CDC Says Drug Pooling Caused Infections
Despite instructions in the product labeling to discard any unused portion of single-dose Epogen, by Amgen Inc., the hemodialysis centers staff routinely withdrew and pooled residual epoetin alfa for later use. This practice, which involved repeated puncturing of the stopper on preservative-free vials, led to a rash of Serratia liquefaciens infections among hemodialysis patients. In all, 15 patients showed evidence of infection with S. liquefaciens, a gram-negative bacterium rarely found in humans, over a six-week period in 1999.
The source of the infections was traced by scientists at the Centers for Disease Control and Prevention (CDC) and the Colorado Department of Public Health and Environment, who reported their findings in the May 17 New England Journal of Medicine (NEJM).
The CDC-led investigation focused on 208 hemodialysis sessions involving 48 patients treated on days during which the hemodialysis centers staff reported bloodstream S. liquefaciens infections. Twelve hemodialysis sessions were associated with bloodstream S. liquefaciens infection, and eight with fever indicating a possible infection. Five patients had a bloodstream infection or fever during two hemodialysis sessions.
Nearly two thirds of the 97 empty epoetin alfa vials kept by the hemodialysis center during the investigation were found to be contaminated with S. liquefaciens. In addition, a bacterial reservoir was discovered in a liquid-soap dispenser that had been repeatedly topped off with new soap instead of discarded or cleaned between fillings. The bacterium was also detected in a bottle of hand lotion located in the centers medication room.
At CDCs recommendation, the hemodialysis center ceased pooling preservative-free epoetin alfa and switched to disposable soap containers. These practices ended the S. liquefaciens outbreak.
The Colorado centers policy of repeatedly puncturing epoetin alfa vials and pooling residual medication, said the report, seemed to be a cost-saving measure suggested to the nursing and technical staff. The investigative team was unable to pinpoint the origin of the suggestion.

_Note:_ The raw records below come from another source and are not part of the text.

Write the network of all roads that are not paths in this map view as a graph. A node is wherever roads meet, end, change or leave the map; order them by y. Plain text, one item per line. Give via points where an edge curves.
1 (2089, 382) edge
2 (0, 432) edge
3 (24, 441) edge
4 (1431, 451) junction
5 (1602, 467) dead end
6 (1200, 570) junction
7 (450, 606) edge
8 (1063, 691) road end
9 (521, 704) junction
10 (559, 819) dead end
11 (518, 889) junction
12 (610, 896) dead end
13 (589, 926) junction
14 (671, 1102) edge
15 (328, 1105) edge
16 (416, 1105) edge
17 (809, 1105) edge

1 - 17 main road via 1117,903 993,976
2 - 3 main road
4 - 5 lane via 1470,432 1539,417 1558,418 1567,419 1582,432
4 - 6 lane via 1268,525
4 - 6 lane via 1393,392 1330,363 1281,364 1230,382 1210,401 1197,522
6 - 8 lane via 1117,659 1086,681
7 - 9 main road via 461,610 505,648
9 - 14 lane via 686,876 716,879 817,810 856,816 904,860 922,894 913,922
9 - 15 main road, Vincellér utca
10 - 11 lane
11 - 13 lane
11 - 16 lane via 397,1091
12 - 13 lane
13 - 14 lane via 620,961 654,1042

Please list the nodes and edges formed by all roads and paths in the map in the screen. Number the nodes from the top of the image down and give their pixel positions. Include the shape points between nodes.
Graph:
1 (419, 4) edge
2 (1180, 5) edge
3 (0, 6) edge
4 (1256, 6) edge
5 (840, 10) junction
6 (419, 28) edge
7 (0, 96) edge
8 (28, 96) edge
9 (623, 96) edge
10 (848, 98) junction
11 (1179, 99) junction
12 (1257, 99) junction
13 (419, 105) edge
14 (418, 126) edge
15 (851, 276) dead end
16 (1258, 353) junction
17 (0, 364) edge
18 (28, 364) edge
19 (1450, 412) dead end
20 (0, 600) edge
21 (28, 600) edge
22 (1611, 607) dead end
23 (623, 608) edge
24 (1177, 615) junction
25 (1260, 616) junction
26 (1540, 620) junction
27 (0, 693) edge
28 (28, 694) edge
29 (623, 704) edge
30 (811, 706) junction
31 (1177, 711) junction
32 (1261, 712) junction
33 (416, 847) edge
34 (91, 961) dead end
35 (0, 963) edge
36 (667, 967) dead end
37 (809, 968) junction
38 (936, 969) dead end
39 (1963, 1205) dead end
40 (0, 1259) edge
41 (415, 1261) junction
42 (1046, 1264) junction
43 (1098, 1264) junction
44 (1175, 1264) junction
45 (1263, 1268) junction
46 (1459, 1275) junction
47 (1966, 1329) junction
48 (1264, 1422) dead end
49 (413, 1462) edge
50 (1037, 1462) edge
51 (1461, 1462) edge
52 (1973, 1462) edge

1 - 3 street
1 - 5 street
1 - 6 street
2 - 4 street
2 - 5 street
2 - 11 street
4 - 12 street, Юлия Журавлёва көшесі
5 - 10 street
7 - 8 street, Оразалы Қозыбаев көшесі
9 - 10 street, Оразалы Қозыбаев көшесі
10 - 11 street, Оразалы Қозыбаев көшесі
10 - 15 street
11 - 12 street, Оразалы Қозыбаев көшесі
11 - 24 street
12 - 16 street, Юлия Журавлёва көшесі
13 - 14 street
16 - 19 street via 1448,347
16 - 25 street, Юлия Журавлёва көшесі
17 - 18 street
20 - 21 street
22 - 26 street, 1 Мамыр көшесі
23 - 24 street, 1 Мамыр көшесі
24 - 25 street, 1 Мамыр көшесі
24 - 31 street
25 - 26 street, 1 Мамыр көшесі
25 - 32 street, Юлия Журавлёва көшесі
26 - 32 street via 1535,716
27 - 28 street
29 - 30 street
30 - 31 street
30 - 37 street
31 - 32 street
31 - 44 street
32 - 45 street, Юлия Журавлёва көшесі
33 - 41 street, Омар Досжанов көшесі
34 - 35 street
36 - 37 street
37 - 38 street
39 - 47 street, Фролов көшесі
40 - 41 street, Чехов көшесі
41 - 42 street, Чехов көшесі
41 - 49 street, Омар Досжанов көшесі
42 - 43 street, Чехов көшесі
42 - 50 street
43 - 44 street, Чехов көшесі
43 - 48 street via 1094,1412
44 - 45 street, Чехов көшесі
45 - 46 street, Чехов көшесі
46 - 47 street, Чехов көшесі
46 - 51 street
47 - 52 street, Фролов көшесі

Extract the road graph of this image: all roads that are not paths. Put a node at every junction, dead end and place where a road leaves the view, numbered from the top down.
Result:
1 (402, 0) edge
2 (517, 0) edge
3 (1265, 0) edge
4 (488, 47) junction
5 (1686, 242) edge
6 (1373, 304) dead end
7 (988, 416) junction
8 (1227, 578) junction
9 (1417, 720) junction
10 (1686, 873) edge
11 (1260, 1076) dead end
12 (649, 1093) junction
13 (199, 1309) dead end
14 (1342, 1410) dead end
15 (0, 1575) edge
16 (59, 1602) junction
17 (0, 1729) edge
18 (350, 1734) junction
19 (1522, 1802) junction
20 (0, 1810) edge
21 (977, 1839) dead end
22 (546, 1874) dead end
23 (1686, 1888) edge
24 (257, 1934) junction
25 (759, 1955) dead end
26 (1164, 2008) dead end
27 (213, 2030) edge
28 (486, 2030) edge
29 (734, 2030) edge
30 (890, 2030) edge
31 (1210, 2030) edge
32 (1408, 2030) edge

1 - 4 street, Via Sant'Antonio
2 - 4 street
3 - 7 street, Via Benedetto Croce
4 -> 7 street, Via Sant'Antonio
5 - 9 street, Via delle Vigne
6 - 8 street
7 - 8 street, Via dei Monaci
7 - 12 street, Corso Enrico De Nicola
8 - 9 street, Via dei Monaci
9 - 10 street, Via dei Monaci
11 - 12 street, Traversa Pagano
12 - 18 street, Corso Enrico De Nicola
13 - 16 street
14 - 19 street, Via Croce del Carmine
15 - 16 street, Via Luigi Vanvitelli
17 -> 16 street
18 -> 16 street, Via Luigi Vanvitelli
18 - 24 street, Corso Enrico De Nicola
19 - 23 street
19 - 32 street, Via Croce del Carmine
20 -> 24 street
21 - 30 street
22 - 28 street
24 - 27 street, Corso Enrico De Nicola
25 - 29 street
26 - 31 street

The team found, through use of a survey mailed to 103 hemodialysis facilities, that lapses in infection-control procedures are common during preparation of epoetin alfa doses. Of the 71 centers that returned the anonymous survey, 82 percent used the preservative-free, single-dose formulation of epoetin alfa. Seventy-eight percent of these centers reported routinely puncturing the vials more than once to remove additional doses of medication. Sixteen percent of these centers routinely pooled residual epoetin alfa into a common container for later use.
The report estimated that a hemodialysis center serving 150 patients each year could recover up to $180,000 over the annual Medicare payment for epoetin alfa doses if the entire volume in each vial were dispensed. Discarding unused medication, in contrast, could lead to the "waste" of $1.1 million worth of drug each year. These estimates were based on the 1997 Medicare reimbursement rate of $10 per 1,000 units of epoetin alfa.
A 1997 report by the Department of Health and Human Services' Office of Inspector General (OIG) stated that Amgen places an extra 25 percent volume of Epogen in each vial to compensate for material that cannot be withdrawn from the container. According to OIG, which communicated its findings to the Health Care Financing Administration, "there are indications that some free-standing dialysis facilities use, on average, one half of the overfill which would materially affect each provider's cost."
The OIG report did not address whether facilities using the overfill had purchased multiple-dose vials, which contain a preservative.